WHAT THE TASK ASKS: Set down the first line below and each line after it, ending with the one that holds "position:absolute; right:12px; top:12px;". Pictures do not belong in the copy.

Saved entries
────────
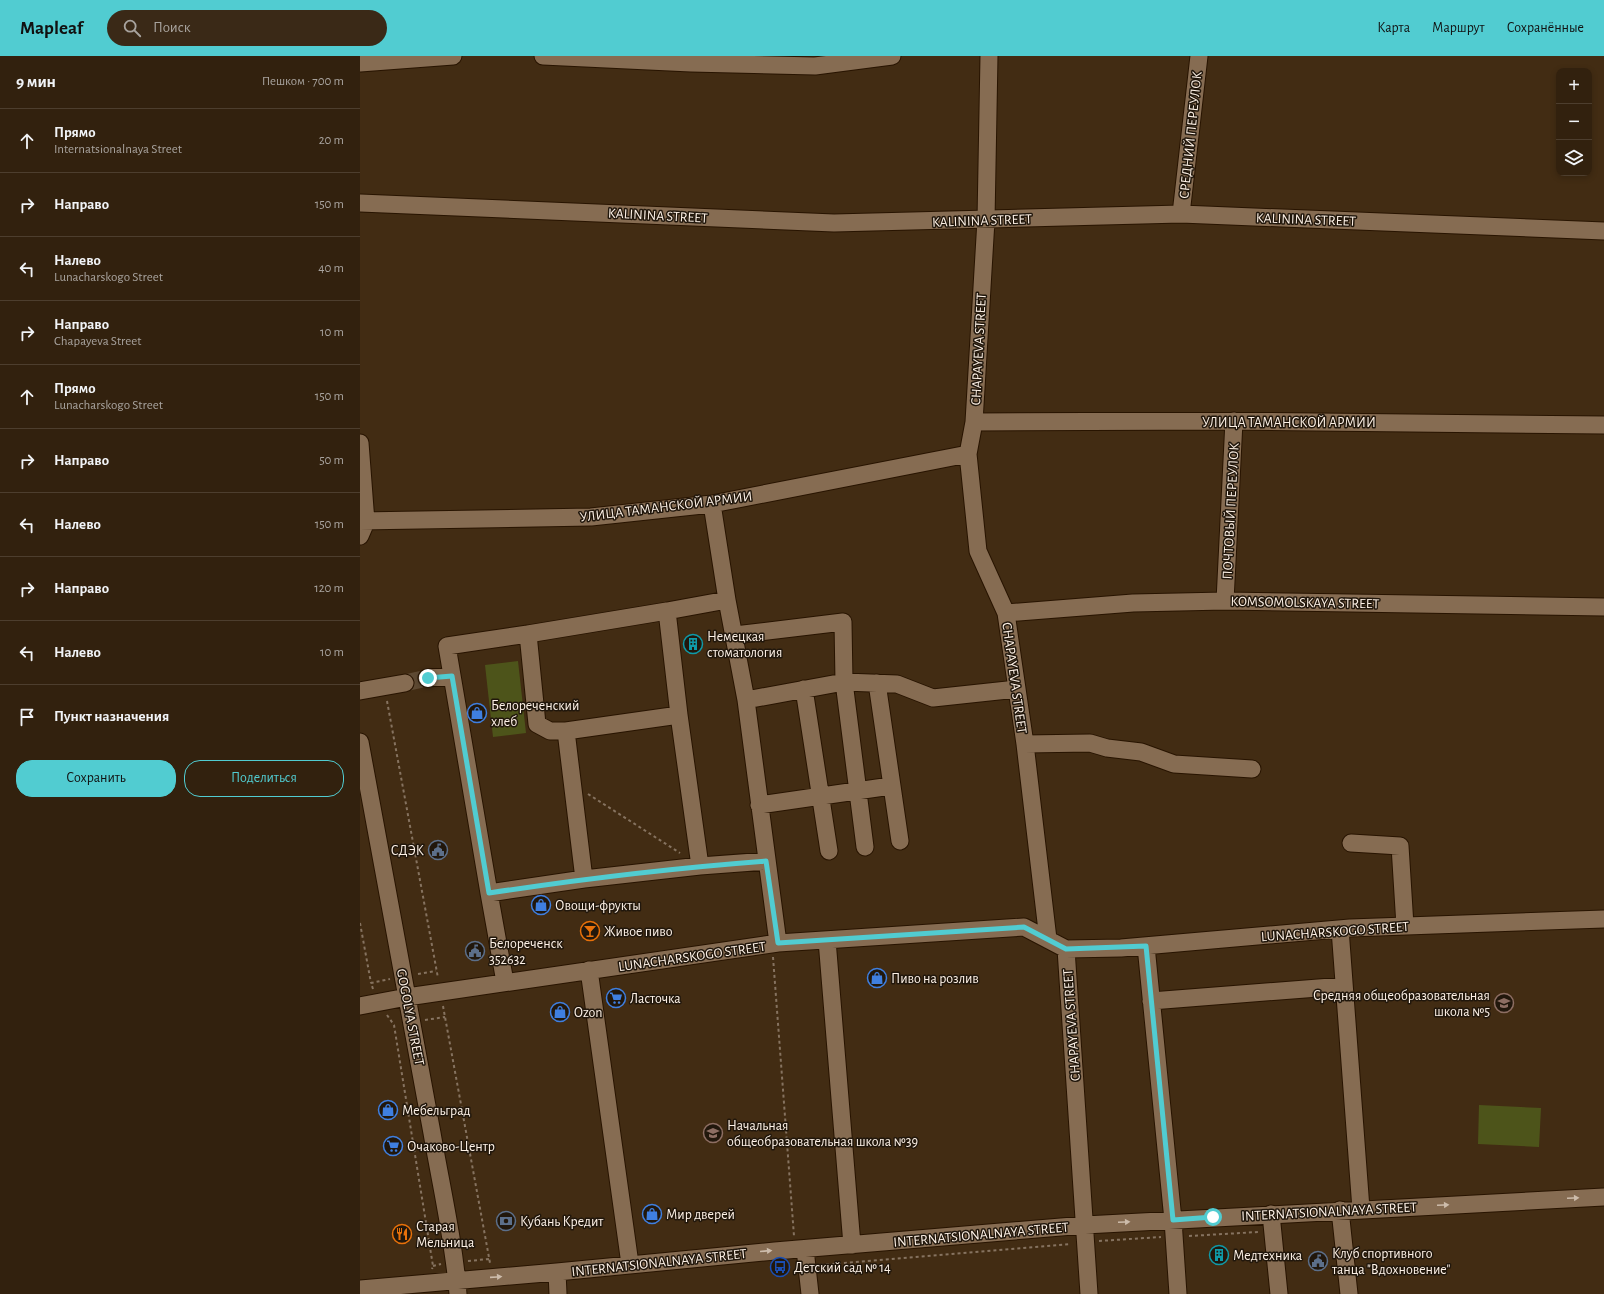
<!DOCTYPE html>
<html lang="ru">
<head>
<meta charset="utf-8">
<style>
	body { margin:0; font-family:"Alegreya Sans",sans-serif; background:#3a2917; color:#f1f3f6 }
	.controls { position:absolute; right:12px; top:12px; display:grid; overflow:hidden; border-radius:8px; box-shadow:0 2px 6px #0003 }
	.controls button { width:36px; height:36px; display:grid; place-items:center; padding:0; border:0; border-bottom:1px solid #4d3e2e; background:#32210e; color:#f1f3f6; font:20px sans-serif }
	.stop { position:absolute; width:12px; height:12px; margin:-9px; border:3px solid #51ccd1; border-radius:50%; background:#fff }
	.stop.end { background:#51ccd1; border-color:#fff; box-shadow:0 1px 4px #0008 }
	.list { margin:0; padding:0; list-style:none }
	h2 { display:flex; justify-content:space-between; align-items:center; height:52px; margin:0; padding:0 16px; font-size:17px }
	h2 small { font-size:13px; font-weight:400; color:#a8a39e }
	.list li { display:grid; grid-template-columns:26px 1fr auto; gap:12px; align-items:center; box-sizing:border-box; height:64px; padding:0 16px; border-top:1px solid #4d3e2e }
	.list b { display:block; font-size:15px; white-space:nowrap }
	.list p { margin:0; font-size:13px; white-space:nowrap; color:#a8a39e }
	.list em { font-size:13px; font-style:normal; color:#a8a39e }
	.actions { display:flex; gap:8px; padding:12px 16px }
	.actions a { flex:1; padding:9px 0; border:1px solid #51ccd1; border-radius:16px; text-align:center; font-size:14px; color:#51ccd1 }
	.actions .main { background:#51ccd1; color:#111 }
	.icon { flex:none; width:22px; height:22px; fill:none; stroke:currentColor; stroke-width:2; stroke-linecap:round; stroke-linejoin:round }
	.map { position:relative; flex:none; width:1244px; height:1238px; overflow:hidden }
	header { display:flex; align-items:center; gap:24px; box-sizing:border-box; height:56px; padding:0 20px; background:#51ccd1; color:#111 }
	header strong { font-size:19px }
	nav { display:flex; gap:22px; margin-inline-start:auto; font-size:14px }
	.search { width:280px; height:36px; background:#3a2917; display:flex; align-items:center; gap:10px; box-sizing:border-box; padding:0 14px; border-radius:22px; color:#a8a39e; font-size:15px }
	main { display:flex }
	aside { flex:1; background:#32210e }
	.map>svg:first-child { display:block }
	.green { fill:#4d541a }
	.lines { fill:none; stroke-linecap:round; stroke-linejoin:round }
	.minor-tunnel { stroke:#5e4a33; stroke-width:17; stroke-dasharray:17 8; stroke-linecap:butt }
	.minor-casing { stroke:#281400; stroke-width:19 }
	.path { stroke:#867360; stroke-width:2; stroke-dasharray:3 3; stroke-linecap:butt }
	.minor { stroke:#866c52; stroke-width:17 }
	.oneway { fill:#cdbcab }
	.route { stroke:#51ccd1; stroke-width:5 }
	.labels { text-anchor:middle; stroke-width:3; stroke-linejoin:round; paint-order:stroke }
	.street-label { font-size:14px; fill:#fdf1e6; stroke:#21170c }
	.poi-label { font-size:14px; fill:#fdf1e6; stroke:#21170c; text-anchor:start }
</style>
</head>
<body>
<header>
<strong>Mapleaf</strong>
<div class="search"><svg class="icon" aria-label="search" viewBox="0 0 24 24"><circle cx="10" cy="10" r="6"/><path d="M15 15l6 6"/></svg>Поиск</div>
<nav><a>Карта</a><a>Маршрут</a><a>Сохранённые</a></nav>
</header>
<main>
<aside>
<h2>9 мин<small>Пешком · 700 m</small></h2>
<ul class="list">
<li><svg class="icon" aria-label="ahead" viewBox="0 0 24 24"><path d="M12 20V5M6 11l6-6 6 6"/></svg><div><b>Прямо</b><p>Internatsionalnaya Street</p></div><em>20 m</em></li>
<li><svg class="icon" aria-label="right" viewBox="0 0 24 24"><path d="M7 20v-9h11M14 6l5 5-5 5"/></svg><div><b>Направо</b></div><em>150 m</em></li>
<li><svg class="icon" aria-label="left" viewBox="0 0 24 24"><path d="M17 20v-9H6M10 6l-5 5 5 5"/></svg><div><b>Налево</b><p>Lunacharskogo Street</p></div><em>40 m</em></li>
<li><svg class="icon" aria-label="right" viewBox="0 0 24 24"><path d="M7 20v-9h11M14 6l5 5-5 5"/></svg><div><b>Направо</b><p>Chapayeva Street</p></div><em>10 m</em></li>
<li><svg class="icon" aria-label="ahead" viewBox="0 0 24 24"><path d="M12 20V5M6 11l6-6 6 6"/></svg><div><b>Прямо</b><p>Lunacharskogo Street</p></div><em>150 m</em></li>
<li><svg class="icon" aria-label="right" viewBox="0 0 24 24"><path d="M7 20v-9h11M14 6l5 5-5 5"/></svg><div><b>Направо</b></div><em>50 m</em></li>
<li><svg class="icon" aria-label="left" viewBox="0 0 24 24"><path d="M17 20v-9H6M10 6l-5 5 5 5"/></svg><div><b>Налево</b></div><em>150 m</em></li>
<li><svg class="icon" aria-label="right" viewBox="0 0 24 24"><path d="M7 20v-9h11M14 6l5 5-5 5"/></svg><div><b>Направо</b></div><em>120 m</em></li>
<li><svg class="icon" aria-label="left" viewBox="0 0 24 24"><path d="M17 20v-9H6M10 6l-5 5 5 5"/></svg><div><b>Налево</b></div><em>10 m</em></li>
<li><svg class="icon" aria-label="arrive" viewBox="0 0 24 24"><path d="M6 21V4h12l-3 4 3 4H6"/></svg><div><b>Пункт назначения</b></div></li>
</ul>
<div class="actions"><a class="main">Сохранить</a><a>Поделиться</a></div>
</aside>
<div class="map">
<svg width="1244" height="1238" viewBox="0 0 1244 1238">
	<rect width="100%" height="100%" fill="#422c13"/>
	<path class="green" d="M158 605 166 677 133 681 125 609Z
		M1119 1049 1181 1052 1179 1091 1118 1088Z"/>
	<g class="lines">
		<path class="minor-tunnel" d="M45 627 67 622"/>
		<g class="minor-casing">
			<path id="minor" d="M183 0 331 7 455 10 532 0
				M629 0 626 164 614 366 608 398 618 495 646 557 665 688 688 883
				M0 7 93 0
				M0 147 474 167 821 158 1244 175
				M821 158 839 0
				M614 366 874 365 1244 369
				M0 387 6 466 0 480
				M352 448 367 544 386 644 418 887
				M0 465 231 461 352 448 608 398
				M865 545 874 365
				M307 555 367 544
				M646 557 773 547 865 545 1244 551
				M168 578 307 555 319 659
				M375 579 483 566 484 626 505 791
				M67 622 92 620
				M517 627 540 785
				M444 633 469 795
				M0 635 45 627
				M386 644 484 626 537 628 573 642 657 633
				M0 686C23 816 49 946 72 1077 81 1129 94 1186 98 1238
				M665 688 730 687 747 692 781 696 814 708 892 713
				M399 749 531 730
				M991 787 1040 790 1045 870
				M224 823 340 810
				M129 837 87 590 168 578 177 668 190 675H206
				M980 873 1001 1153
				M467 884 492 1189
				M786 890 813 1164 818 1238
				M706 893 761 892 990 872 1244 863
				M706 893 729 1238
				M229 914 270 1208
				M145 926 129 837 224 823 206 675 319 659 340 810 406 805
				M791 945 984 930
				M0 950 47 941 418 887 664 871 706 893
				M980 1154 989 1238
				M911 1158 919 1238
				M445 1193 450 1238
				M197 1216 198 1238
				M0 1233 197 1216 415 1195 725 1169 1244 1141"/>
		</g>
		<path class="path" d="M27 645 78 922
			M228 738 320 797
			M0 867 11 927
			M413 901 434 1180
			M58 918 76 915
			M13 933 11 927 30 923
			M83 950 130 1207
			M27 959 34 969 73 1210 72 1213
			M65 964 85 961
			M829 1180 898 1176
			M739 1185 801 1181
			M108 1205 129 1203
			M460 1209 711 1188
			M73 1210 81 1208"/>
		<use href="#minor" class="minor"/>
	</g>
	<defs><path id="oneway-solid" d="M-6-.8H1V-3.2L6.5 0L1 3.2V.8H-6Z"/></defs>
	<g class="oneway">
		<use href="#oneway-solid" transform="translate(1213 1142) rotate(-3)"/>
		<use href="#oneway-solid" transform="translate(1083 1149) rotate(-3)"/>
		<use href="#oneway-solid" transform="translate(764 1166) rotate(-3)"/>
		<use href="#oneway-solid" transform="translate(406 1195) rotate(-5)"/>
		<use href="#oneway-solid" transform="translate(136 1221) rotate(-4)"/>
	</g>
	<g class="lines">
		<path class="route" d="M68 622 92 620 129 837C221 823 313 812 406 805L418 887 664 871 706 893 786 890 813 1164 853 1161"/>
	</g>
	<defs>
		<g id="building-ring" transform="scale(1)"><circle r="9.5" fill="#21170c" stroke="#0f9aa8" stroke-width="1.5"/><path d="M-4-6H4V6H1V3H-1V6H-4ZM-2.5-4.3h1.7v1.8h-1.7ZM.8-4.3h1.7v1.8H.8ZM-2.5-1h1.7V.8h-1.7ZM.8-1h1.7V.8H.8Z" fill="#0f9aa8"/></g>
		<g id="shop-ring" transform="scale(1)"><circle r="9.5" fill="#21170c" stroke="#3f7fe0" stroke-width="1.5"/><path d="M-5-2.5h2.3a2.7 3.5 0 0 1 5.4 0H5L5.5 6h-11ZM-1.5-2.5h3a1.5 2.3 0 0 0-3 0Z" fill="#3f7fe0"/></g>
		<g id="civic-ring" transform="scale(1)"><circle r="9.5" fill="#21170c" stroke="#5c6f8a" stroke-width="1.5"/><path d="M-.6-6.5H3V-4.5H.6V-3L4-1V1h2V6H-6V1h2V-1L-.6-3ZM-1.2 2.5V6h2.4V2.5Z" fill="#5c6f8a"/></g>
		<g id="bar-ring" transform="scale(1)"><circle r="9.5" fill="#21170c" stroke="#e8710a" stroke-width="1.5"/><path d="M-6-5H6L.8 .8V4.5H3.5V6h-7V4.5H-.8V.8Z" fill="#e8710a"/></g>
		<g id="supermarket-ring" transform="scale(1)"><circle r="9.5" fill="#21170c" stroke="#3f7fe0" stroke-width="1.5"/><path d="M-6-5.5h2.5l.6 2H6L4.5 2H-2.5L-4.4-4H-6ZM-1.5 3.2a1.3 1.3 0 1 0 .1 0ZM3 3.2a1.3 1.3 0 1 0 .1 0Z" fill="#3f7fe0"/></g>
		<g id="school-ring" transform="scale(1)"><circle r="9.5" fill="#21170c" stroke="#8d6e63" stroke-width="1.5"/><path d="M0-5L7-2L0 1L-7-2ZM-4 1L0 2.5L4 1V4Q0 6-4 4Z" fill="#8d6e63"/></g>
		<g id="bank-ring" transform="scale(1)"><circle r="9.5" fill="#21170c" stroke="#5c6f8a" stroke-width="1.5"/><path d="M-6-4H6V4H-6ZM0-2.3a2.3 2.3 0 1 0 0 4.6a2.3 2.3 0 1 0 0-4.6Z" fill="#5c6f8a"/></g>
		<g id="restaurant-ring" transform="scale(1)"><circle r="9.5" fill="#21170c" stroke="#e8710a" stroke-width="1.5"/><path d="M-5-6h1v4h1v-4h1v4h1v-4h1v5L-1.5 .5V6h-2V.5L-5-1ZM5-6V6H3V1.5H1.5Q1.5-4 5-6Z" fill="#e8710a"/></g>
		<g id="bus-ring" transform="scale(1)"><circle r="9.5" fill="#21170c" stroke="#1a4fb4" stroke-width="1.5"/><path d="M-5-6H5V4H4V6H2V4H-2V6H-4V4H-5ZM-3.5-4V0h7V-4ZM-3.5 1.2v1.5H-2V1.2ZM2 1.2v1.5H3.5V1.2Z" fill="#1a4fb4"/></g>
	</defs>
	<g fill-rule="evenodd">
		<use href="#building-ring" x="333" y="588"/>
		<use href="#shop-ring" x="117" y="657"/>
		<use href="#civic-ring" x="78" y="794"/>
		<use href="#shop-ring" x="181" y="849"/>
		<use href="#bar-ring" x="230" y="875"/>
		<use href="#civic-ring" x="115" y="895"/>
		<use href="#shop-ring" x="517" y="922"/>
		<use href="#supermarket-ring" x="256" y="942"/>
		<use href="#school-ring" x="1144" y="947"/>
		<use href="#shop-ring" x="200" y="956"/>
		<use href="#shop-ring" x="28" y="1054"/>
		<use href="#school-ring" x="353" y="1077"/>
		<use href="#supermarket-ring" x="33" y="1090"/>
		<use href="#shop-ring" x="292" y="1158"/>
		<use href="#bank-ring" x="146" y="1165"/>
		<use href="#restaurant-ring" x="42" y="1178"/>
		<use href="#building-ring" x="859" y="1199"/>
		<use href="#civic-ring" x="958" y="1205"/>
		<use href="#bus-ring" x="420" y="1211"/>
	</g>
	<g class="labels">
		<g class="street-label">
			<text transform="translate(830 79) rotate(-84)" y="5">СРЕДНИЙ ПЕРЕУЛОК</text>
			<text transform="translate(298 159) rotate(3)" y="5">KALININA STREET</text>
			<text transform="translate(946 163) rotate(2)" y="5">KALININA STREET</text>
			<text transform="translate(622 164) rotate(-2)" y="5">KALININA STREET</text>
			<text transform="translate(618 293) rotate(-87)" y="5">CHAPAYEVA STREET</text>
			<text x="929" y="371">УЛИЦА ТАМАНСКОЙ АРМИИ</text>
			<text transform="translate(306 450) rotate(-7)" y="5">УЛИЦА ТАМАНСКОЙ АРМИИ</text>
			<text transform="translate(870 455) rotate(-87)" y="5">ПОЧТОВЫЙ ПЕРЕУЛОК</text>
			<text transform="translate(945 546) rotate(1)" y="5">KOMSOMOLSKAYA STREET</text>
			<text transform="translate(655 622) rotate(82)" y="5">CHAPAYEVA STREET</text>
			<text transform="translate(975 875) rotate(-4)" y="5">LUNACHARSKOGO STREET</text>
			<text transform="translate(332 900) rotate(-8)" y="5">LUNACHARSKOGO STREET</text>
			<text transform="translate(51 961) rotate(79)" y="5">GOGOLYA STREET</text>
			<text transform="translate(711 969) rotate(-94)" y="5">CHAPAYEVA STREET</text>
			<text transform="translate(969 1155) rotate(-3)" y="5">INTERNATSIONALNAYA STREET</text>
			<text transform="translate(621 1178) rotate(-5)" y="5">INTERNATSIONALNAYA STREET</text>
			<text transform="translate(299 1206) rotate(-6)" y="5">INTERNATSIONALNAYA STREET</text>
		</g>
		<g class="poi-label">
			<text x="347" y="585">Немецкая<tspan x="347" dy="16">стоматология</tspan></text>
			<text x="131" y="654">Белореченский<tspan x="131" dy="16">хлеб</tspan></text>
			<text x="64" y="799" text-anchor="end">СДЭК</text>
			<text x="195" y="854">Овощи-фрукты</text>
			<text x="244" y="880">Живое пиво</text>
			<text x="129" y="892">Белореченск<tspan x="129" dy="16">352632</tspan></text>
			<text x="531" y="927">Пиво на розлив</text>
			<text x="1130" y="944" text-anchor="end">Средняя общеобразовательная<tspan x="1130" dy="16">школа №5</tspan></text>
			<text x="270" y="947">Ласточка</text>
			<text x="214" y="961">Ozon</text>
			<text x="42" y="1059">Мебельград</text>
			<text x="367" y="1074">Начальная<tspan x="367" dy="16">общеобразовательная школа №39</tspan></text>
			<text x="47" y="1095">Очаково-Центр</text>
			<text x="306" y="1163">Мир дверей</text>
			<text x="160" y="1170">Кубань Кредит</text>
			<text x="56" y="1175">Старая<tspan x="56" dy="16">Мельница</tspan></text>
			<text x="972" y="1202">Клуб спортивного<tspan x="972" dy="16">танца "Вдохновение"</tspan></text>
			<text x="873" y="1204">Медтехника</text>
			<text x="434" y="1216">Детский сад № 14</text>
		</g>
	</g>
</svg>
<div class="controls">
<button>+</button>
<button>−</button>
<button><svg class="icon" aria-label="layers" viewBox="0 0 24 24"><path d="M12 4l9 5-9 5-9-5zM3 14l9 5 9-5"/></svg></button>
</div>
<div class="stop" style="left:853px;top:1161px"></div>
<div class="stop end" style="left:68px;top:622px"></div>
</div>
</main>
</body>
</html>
────────
ANSWER FOR THE TASK:
<!DOCTYPE html>
<html lang="ru">
<head>
<meta charset="utf-8">
<style>
	body { margin:0; font-family:"Alegreya Sans",sans-serif; background:#3a2917; color:#f1f3f6 }
	.controls { position:absolute; right:12px; top:12px; display:grid; overflow:hidden; border-radius:8px; box-shadow:0 2px 6px #0003 }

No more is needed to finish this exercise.